Oliver
Oliver

Reputation: 36443

Metadata file '.dll' could not be found

I am working on a WPF, C# 3.0 project, and I get this error:

Error 1 Metadata file
'WORK=- \Tools\VersionManagementSystem\BusinessLogicLayer\bin\Debug
\BusinessLogicLayer.dll' could not be found C:\-=WORK=- \Tools
\VersionManagementSystem\VersionManagementSystem\CSC VersionManagementSystem

This is how I reference my usercontrols:

xmlns:vms="clr-namespace:VersionManagementSystem"
<vms:SignOffProjectListing Margin="5"/>

It happens after every failed build. The only way I can get the solution to compile is to comment-out all my user controls and re-build the project. Then I uncomment the usercontrols and everything is fine.

I have checked build orders and dependency configurations.

As you can see, it seems to have truncated the DLL file's absolute path... I have read that there is a bug with the length. Is this a possible problem?

It's very annoying and having to comment, build, and uncomment, the build is becoming extremely tiresome.

Upvotes: 1000

Views: 1275345

Answers (30)

Super Jade
Super Jade

Reputation: 6374

I was building a solution that contained several projects targeting different .NET versions, including 4.6.1. My errors looked something like this:

Metadata file '...Project1.dll' could not be found
Unable to find package ...Runtime.. Project1
Unable to find package ...Runtime.. Project2

Solution

  1. See Visual Studio's Solution Explorer for any unloaded projects. Reload them. If Solution Explorer says you're missing components, install them.
  2. Exit Visual Studio.
  3. Go to File Explorer > %AppData% and delete NuGet.Cofing.
  4. Clean your repo of build objects by running this PowerShell command from the root of the repo. The command targets the src folder, which also must be in the root of your repo.
Get-ChildItem -Path "src" -Recurse -Include @("bin", "obj") | Foreach-object {Remove-item -Recurse -path $_.FullName }
  1. Uninstall .NET SDK 4.6.1 (or other suspected .NET SDK) using an offline installer downloaded from Microsoft.
  2. Reinstall the .NET SDK.
  3. Re-open the solution in VS and build.
  4. Watch your build succeed!

Upvotes: 0

vilem cech
vilem cech

Reputation: 185

Im running npm build of one project before the main build. When the npm build fails the main build doesnt build its references and then complains about missing .dll files and missing nuGet packages.

Upvotes: 0

Cata Hotea
Cata Hotea

Reputation: 1933

For me I checked the warnings not errors and noticed something wrong with one .dll in a bin folder.

I deleted that bin folder, Clean solution, Rebuild, all works now.

Upvotes: 0

alfi
alfi

Reputation: 401

In my case, it was an issue with my directory names.

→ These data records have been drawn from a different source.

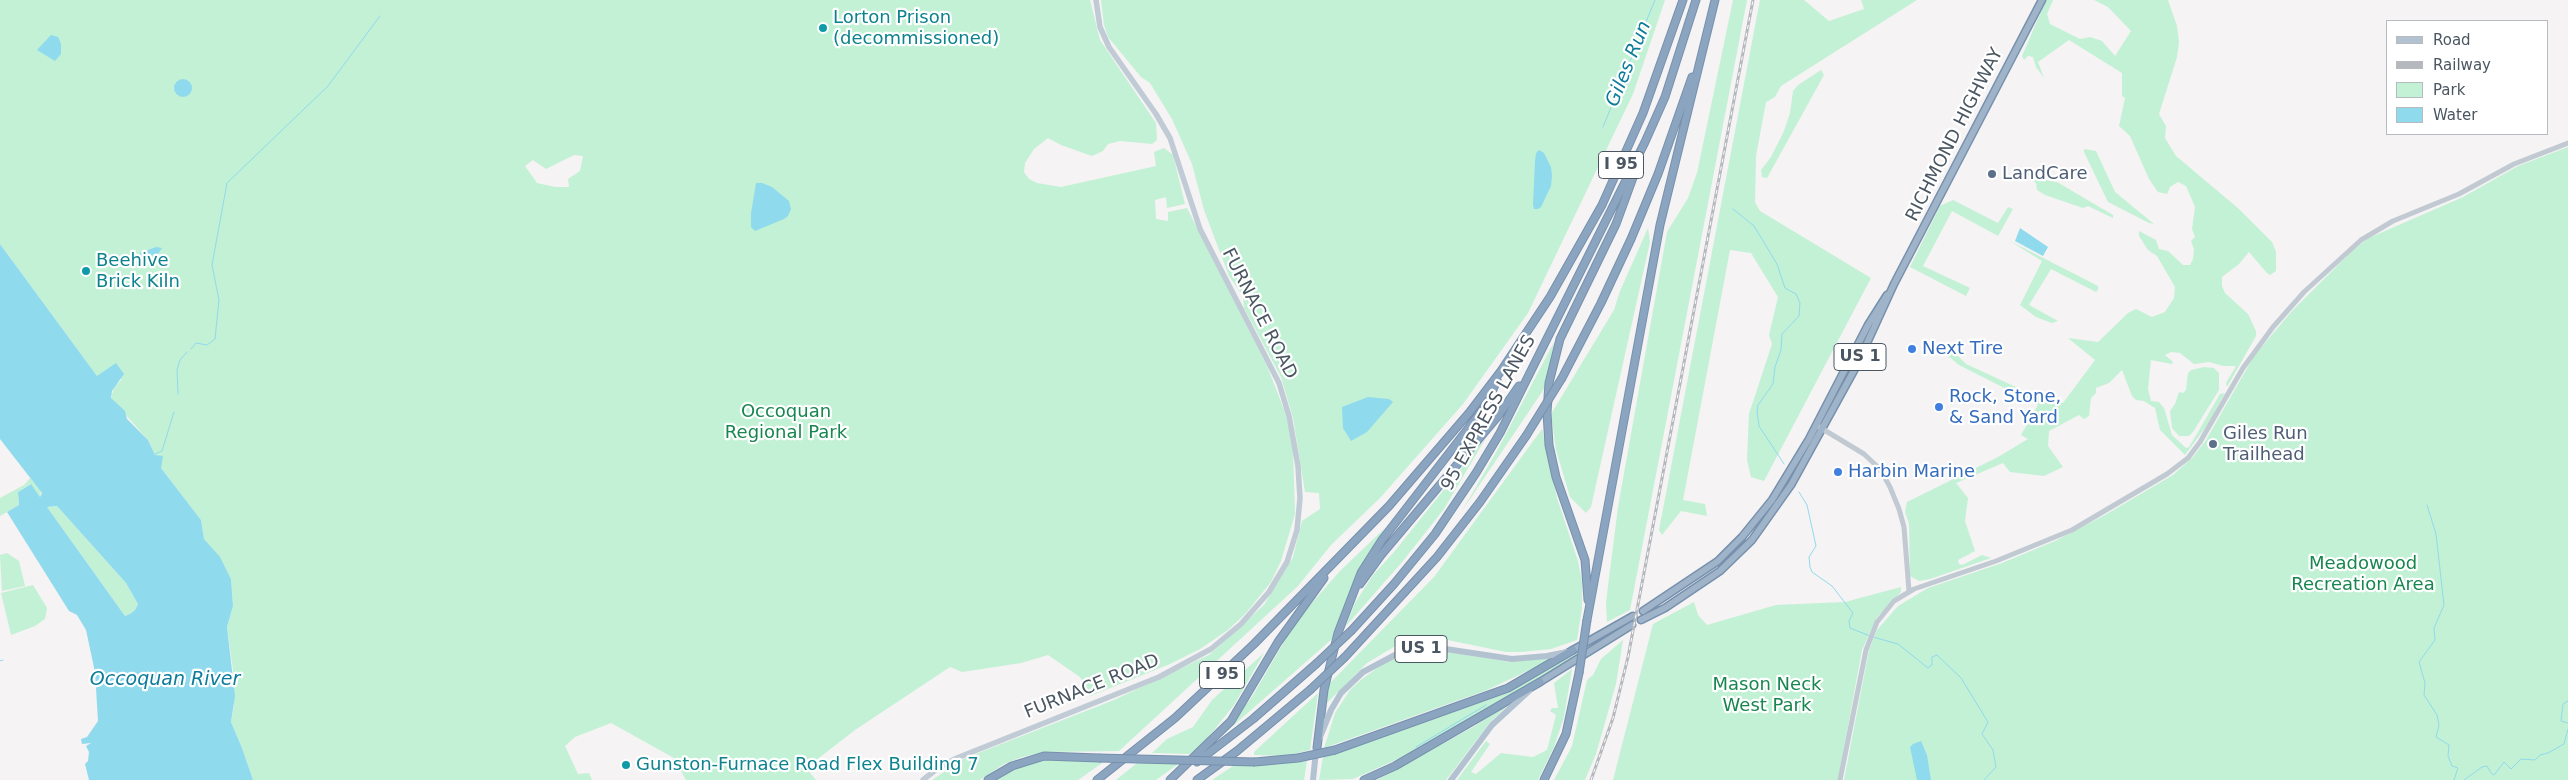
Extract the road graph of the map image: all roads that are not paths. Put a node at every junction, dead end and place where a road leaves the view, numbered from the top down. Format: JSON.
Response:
{"nodes":[{"id":1,"x":1096,"y":0,"type":"edge"},
{"id":2,"x":1683,"y":0,"type":"edge"},
{"id":3,"x":1696,"y":0,"type":"edge"},
{"id":4,"x":1716,"y":0,"type":"edge"},
{"id":5,"x":2042,"y":0,"type":"edge"},
{"id":6,"x":1706,"y":36,"type":"junction"},
{"id":7,"x":1645,"y":142,"type":"junction"},
{"id":8,"x":2568,"y":143,"type":"edge"},
{"id":9,"x":1894,"y":284,"type":"junction"},
{"id":10,"x":1536,"y":362,"type":"junction"},
{"id":11,"x":1501,"y":371,"type":"junction"},
{"id":12,"x":1816,"y":425,"type":"junction"},
{"id":13,"x":1823,"y":429,"type":"junction"},
{"id":14,"x":1337,"y":559,"type":"junction"},
{"id":15,"x":1909,"y":591,"type":"junction"},
{"id":16,"x":1643,"y":611,"type":"dead end"},
{"id":17,"x":1633,"y":616,"type":"dead end"},
{"id":18,"x":1342,"y":620,"type":"junction"},
{"id":19,"x":1587,"y":620,"type":"junction"},
{"id":20,"x":1641,"y":620,"type":"dead end"},
{"id":21,"x":1632,"y":625,"type":"dead end"},
{"id":22,"x":1572,"y":650,"type":"junction"},
{"id":23,"x":1540,"y":682,"type":"junction"},
{"id":24,"x":1317,"y":748,"type":"junction"},
{"id":25,"x":923,"y":780,"type":"edge"},
{"id":26,"x":988,"y":780,"type":"edge"},
{"id":27,"x":1097,"y":780,"type":"edge"},
{"id":28,"x":1171,"y":780,"type":"edge"},
{"id":29,"x":1197,"y":780,"type":"edge"},
{"id":30,"x":1313,"y":780,"type":"edge"},
{"id":31,"x":1364,"y":780,"type":"edge"},
{"id":32,"x":1451,"y":780,"type":"edge"},
{"id":33,"x":1544,"y":780,"type":"edge"},
{"id":34,"x":1840,"y":780,"type":"edge"}],
"edges":[{"from":1,"to":25,"type":"main road","name":"FURNACE ROAD"},
{"from":2,"to":11,"type":"highway","number":"I 95"},
{"from":3,"to":7,"type":"highway","name":"95 EXPRESS LANES"},
{"from":4,"to":6,"type":"highway","number":"I 95"},
{"from":5,"to":9,"type":"highway","name":"RICHMOND HIGHWAY","number":"US 1"},
{"from":6,"to":19,"type":"highway"},
{"from":6,"to":29,"type":"highway","number":"I 95","bridge":true},
{"from":7,"to":10,"type":"highway","name":"95 EXPRESS LANES"},
{"from":7,"to":19,"type":"highway"},
{"from":8,"to":15,"type":"street"},
{"from":9,"to":12,"type":"highway","name":"RICHMOND HIGHWAY","number":"US 1"},
{"from":9,"to":13,"type":"highway","name":"RICHMOND HIGHWAY","number":"US 1"},
{"from":10,"to":18,"type":"highway"},
{"from":10,"to":28,"type":"highway","name":"95 EXPRESS LANES","bridge":true},
{"from":11,"to":14,"type":"highway","number":"I 95"},
{"from":11,"to":18,"type":"highway"},
{"from":12,"to":13,"type":"street"},
{"from":12,"to":16,"type":"highway","name":"RICHMOND HIGHWAY","number":"US 1"},
{"from":13,"to":15,"type":"street"},
{"from":13,"to":20,"type":"highway","name":"RICHMOND HIGHWAY","number":"US 1"},
{"from":14,"to":27,"type":"highway","number":"I 95"},
{"from":14,"to":28,"type":"highway"},
{"from":15,"to":34,"type":"street"},
{"from":17,"to":22,"type":"highway","number":"US 1"},
{"from":18,"to":24,"type":"highway"},
{"from":19,"to":33,"type":"highway","bridge":true},
{"from":21,"to":23,"type":"highway"},
{"from":22,"to":24,"type":"main road","number":"US 1"},
{"from":22,"to":26,"type":"highway","bridge":true},
{"from":23,"to":31,"type":"highway"},
{"from":23,"to":32,"type":"main road"},
{"from":24,"to":30,"type":"main road","number":"US 1"}]}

If your solution path is something like My Project%2c Very Popular%2c Unit Testing%2c Software and Hardware.zip, it cannot resolve the metadata file, perhaps we should prevent some invalid words like %2c.

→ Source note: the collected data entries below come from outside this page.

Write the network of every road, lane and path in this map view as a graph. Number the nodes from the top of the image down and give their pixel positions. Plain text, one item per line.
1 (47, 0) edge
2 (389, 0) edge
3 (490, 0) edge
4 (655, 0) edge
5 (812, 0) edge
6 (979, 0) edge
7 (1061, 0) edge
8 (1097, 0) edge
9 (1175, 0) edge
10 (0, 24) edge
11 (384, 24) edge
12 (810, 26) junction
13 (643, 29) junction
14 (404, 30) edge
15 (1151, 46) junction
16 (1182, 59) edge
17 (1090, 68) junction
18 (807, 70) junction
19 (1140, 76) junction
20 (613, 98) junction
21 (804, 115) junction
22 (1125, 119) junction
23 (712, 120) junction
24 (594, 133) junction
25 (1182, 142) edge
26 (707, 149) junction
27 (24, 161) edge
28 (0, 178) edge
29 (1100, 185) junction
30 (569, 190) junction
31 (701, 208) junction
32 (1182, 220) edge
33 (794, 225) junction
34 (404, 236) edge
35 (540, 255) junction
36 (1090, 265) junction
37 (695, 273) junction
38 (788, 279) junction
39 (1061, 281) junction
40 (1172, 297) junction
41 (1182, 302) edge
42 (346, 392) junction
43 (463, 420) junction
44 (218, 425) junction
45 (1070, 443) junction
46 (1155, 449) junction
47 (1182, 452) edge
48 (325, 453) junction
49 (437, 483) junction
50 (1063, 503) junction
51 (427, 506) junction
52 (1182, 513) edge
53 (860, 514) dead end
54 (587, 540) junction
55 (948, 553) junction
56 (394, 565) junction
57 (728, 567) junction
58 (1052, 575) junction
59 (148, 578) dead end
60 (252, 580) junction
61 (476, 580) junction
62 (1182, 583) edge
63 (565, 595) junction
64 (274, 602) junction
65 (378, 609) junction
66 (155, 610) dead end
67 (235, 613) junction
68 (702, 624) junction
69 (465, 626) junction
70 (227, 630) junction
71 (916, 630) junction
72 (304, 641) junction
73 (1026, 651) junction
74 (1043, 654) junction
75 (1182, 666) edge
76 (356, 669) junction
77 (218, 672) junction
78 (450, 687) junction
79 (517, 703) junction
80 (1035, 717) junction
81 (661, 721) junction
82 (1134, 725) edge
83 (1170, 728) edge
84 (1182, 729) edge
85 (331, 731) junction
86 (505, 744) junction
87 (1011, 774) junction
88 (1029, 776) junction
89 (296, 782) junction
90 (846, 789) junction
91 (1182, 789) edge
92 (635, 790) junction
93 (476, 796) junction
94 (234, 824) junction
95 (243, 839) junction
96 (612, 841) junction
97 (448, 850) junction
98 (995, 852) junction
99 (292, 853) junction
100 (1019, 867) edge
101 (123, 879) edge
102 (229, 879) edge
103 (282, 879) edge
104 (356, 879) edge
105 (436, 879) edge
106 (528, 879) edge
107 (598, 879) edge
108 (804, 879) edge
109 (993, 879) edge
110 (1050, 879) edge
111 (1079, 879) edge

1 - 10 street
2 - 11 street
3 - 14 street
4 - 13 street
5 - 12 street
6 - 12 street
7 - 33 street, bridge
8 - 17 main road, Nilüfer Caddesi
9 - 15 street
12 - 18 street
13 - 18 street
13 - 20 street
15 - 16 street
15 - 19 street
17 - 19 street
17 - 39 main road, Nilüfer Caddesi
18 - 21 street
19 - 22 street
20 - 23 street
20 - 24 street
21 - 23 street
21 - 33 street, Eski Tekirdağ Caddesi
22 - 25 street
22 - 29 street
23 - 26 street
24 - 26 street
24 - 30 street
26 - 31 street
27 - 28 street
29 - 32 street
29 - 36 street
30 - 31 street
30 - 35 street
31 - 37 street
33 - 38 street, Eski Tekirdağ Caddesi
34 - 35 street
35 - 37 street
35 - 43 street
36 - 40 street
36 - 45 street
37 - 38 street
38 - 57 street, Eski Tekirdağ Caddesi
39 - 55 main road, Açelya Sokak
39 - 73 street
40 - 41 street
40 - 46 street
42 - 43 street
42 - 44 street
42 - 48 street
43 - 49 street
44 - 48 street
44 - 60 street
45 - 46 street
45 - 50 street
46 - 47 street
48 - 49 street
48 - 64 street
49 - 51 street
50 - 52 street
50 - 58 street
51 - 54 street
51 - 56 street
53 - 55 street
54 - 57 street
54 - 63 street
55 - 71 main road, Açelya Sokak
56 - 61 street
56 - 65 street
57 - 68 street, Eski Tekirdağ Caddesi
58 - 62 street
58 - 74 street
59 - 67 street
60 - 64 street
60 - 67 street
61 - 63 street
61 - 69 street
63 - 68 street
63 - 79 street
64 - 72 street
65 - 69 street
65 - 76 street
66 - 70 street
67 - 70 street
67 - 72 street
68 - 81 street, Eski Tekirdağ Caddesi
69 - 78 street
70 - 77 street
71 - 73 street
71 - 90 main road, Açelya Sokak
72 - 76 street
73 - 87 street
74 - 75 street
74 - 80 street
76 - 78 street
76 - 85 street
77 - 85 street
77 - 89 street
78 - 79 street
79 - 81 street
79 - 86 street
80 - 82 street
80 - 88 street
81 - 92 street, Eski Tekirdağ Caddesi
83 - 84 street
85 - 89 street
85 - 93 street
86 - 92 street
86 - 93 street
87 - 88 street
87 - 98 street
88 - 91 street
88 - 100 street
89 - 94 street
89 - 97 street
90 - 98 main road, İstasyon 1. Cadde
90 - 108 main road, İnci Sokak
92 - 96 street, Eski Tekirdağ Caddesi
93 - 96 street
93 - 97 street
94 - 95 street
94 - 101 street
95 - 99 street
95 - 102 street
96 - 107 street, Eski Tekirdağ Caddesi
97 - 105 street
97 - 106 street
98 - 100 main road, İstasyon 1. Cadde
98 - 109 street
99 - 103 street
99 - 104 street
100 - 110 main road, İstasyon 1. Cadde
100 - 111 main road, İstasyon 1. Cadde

When a repository is cloned from certain sites, the directory name is URL encoded. Which would convert space characters in directory names to %20, forward slashes to %2f, underscores to %5f, etc. Although, I'm not sure why the % symbol is breaking things.

Renaming the path into one with valid characters resolved my issue. This can be done manually in the File Explorer. In my case, I just removed the %2cs.

Upvotes: 30

Garry Lodge
Garry Lodge

Reputation: 33

The issue for me was that someone had copied the source project into the project, added a project reference to debug an issue and then re-added the NuGet package without removing the project reference!

This actuall built on some dev machines and failed on others, depending on if it tried to use the NuGet package or the project.

Manually editing the project files to delete the project references resolved the issue.

Upvotes: 0

Joe Francis
Joe Francis

Reputation: 169

This might also be caused by the fact that you have multiple projects in your solution but different projects target different versions of .net framework.

Upvotes: 0

Dominik Teroerde
Dominik Teroerde

Reputation: 284

Sometimes a local project is automatically referenced twice. Check your .csproj file for something like this and remove one line:

  <ItemGroup>
    <ProjectReference Include="..\ReferenceProject\ReferenceProject.csproj" />
    <ProjectReference Include="..\ReferenceProject\ReferenceProject.csproj" />
  </ItemGroup>

Upvotes: 1

erenozten
erenozten

Reputation: 306

In my case, I mistakenly wrote #endregion twice. The problem was solved when I deleted one.

Upvotes: -1

Check that the project does not contain errors, otherwise the DLL cannot be generated

In my case, I had syntactic errors that were not visible from the Error List, when I checked the Output tab line by line I found some errors in the cshtml classes

Upvotes: 2

Art Hansen
Art Hansen

Reputation: 129

VS2022: Cause not found in the extensive listing already here.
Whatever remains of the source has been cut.